The Day the Bubble Burst
One enterprising candidate in the 1996 Indian General Election trailed round his constituency with a cage-full of green parakeets trained to intone his eleciton slogan. Exactly a hundred years earlier, the Pattison brothers - a couple of flashy and, as it transpired, dodgy Edinburgh whisky entrepreneurs- were handing out to Scottish licensed grocers 500 grey parrots that recited: "Buy Pattisons' Whisky." It's a hard truth for Marketing Man: there really is nothing new under the sun.
Robert and Walter Pattison attributed the meteoric success of their whisky blending empire to some "judicious advertising". They were certainly masters of the art. In one year, 1897, they are said to have paid out over £20,000 on a world wide advertising campaign and three times that the following year. "...advertising was resorted to on a scale previously undreamt of, "stated a contemporary newspaper report. This in an age when it was already a fashionable medium.
Big brand names like Hovis, Beechams Pills, Nestle Swiss Milk and even Kodak daily wooed an eager public through the pages of the Scottish press. The Pattisons were ahead of the game, widely advertising their blends, "The Doctor" and "The Gordon". (Gordon of Khartoum in full dress uniform on the label - guaranteed to set Imperial hearts a-beating).
The Pattison family started in business in Edinburgh as dairy wholesalers but were sharp enough to seize the chance of making a fortune in whisky. In 1887 they went into partnership in the blending business and two years later made some £100,000 when the company was floated on the Stock Exchange.
They were creatures of their time: quick to exploit fashion, to take advantage of boom conditions in the whisky industry. The banks extended lavish credit and there was no shortage of confident - euphoric - investors. Against a backdrop of imperial greatness, commercial Edinburgh and far beyond enjoyed a "feel good factor" that others might envy!
The brothers pushed the idea of conspicuous consumption to the very limits. Their lavish lifestyles seemed to offer proof of the great wealth and outstanding business performance. Not content with palatial Edinburgh properties such as a vast house in Leith Walk and their marbled offices in Constitution Street (even their warehouse cost £60,000), they branched out into the life of country gentlemen, with mansions and rolling acres in the Borders - at Clovenfords and Peebles.
Commuting from the country gave them the excuse for one of their favourite publicity stunts: the Missing of the Train. The idea was to turn up late on the platform at Peebles or Galashiels and make a great commotion. When the local press was in position they would hire a private train at five pounds and a shilling a mile to carry them to their pressing business engagements.

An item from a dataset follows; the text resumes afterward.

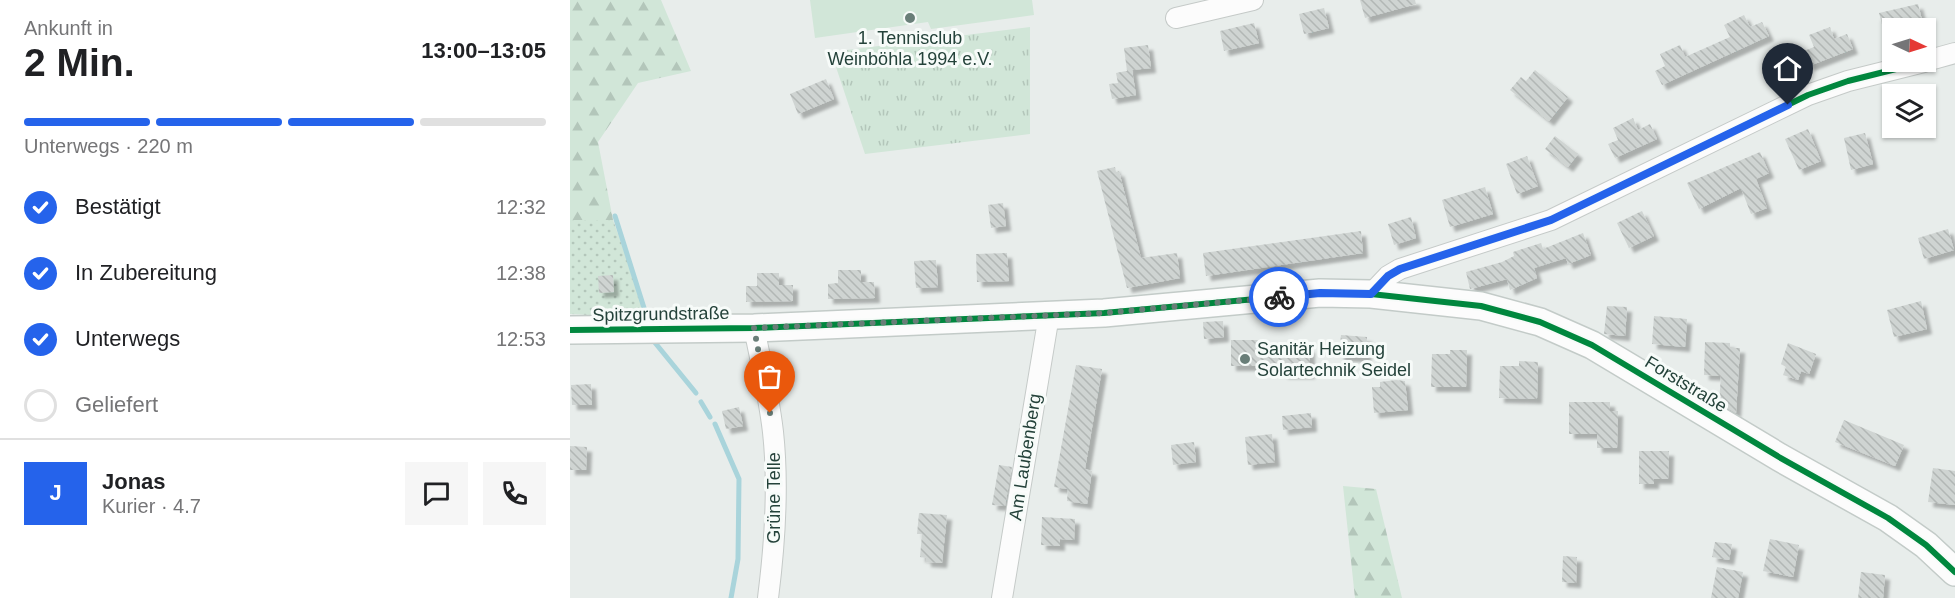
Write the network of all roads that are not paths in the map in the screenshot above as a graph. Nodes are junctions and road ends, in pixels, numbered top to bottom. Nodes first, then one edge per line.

Their commercial expansion was no less astonishing. They acquired a half share in the Glenfarclas distillery, substantial interests in the Oban and Aultmore-Glenlivet distillery and the Ardgowan Lowland Grain distillery. The company also moved into brewing, with the acquisition of the Duddingston Brewery. And all this was largely done on borrowed money. It was an empire built on bank credit and considerable sleight of hand.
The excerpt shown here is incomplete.